А потом вдруг наступила суббота и началось то будущее, о котором Гергинов вещал накануне.
Машин на автомагистрали почти не было, к тому же она была открыта, так что Ванда добралась до Малиново очень быстро. В восемь она уже въезжала в село. Площадь, как и прежде, была пустой. Для очистки совести Ванда постучалась в закрытую дверь мэрии, после чего отправилась в корчму. Вчерашних старцев не было, корчма тоже еще не работала, а без клиентов она выглядела, как и все постройки вокруг, которые, наверное, уже и не помнили, когда в них ступала нога человека.
Ванда направилась к магазину, заметив его метрах в пятидесяти отсюда. На двери висело расписание. В нем указывалось, что выходной день — воскресенье. И, как сказал Стоян, магазин открывался в восемь.
Однако сейчас он был закрыт. Ванда обошла вокруг, но никого не увидела. Потом вернулась на площадь и подогнала машину к магазину, решив подождать. В конце концов, времени было достаточно. Стоян мог быть необязательным человеком и не настолько уж точным. По сути, она и не успела составить о нем мнение, хотя он мог бы оказывать значительное влияние на стариков, потому что, за исключением мэра, был здесь самым молодым, да к тому же держал корчму и магазин. Иными словами, если в Малиново существовала какая-нибудь социальная жизнь, то Стоян был ее столпом.
Но не это было главным. Как правило, то же самое можно сказать о любом сельском корчмаре. И если бы Стоян целенаправленно, как считала Ванда, не обмолвился, что знает намного больше, чем старцы, которые полунамеками пытались ей что-то сообщить, она бы вообще не стала его снова искать.
Из глубины боковой улицы, ведущей к верхнему кварталу, послышался мощный рев мотора. Через секунду на площадь выскочила большая черная машина. Резко развернувшись, она исчезла в клубах пыли по направлению к выезду из села. Все произошло очень быстро, к тому же далеко от нее, но Ванде показалось, что машина была марки «ауди». Однако номер она не успела разглядеть, увидела лишь две буквы СА.
У нее почти не было сомнений, что черное «ауди» и те два внедорожника, которые она успела заметить на дне карьера накануне, каким-то образом связаны. В таком селе, как Малиново, по-другому просто быть не могло. Может быть, и Стоян с этим как-то связан, кто знает. В противном случае Ванда просто не могла себе представить, что здесь делать браткам.
Она только собралась позвонить Стоеву, как в боковое зеркало увидела пожилую женщину в коричневой кофте и белом платочке.
Ванда вышла из машины и подождала, пока женщина подойдет поближе. Та бросила на нее такой же недоверчиво-любопытный взгляд, как и старики в корчме, немного поколебалась и пробормотала нечто вроде приветствия. Потом опасливо толкнула дверь магазина.
— Закрыто, — сообщила ей Ванда. И так как факт был налицо, ее сообщение прозвучало по меньшей мере нелепо.

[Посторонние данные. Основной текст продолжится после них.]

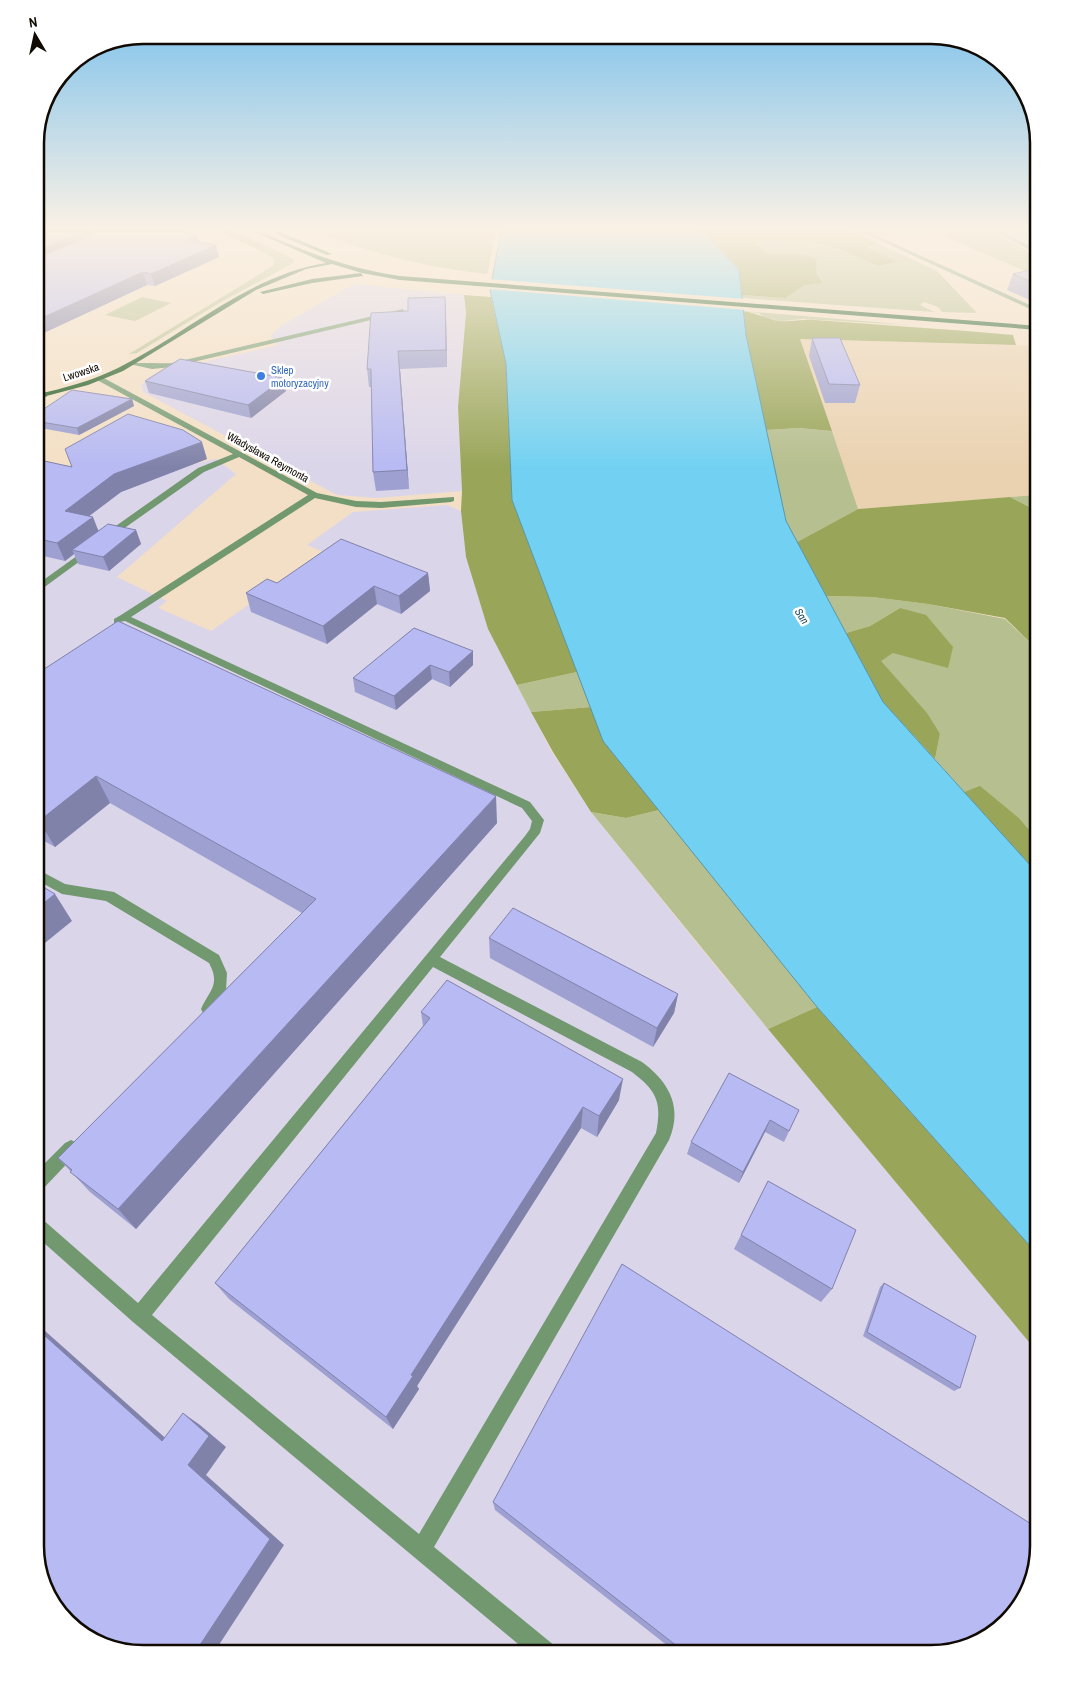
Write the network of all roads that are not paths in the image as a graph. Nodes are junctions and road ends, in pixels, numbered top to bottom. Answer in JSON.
{"nodes":[{"id":1,"x":221,"y":310,"type":"edge"},
{"id":2,"x":224,"y":310,"type":"edge"},
{"id":3,"x":806,"y":310,"type":"edge"},
{"id":4,"x":403,"y":311,"type":"edge"},
{"id":5,"x":209,"y":317,"type":"junction"},
{"id":6,"x":1030,"y":327,"type":"edge"},
{"id":7,"x":132,"y":364,"type":"junction"},
{"id":8,"x":100,"y":378,"type":"junction"},
{"id":9,"x":44,"y":395,"type":"edge"},
{"id":10,"x":239,"y":454,"type":"junction"},
{"id":11,"x":314,"y":495,"type":"junction"},
{"id":12,"x":451,"y":499,"type":"dead end"},
{"id":13,"x":44,"y":585,"type":"edge"},
{"id":14,"x":124,"y":617,"type":"junction"},
{"id":15,"x":108,"y":628,"type":"edge"},
{"id":16,"x":44,"y":878,"type":"edge"},
{"id":17,"x":431,"y":959,"type":"junction"},
{"id":18,"x":198,"y":1020,"type":"edge"},
{"id":19,"x":83,"y":1137,"type":"edge"},
{"id":20,"x":44,"y":1176,"type":"edge"},
{"id":21,"x":44,"y":1232,"type":"edge"},
{"id":22,"x":139,"y":1316,"type":"junction"},
{"id":23,"x":421,"y":1550,"type":"junction"},
{"id":24,"x":536,"y":1645,"type":"edge"}],
"edges":[{"from":1,"to":5,"type":"main road","name":"Lwowska"},
{"from":2,"to":5,"type":"main road","name":"Lwowska"},
{"from":3,"to":6,"type":"main road"},
{"from":4,"to":7,"type":"street","name":"Lwowska"},
{"from":5,"to":7,"type":"main road","name":"Lwowska"},
{"from":7,"to":8,"type":"main road","name":"Lwowska"},
{"from":8,"to":9,"type":"main road","name":"Lwowska"},
{"from":8,"to":10,"type":"street","name":"Władysława Reymonta"},
{"from":10,"to":11,"type":"street","name":"Władysława Reymonta"},
{"from":10,"to":13,"type":"street"},
{"from":11,"to":12,"type":"street"},
{"from":11,"to":14,"type":"street","name":"Władysława Reymonta"},
{"from":14,"to":15,"type":"street","name":"Władysława Reymonta"},
{"from":14,"to":17,"type":"street"},
{"from":16,"to":18,"type":"street"},
{"from":17,"to":22,"type":"street"},
{"from":17,"to":23,"type":"street"},
{"from":19,"to":20,"type":"street"},
{"from":21,"to":22,"type":"street"},
{"from":22,"to":23,"type":"street"},
{"from":23,"to":24,"type":"street"}]}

— Но почему? — удивилась женщина и вновь толкнула дверь.
— Не знаю. Может быть, Стоян заболел?
— Ну да… Он никогда не болеет. Что-то другое случилось…
— А он где живет?
Женщина смерила ее подозрительным взглядом. Ее лицо под белым платком, темное и морщинистое, походило на какую-то ритуальную маску.
— А ты, случаем, не полицайка?
— Она самая, — кивнула Ванда, сделав попытку улыбнуться, но у нее не получилось. Эта местная слава ее не радовала. Наоборот, ей стало казаться, что жители Малиново пытаются что-то от нее скрыть.
— Стоян здесь не живет. Внизу его ищи, в Пернике.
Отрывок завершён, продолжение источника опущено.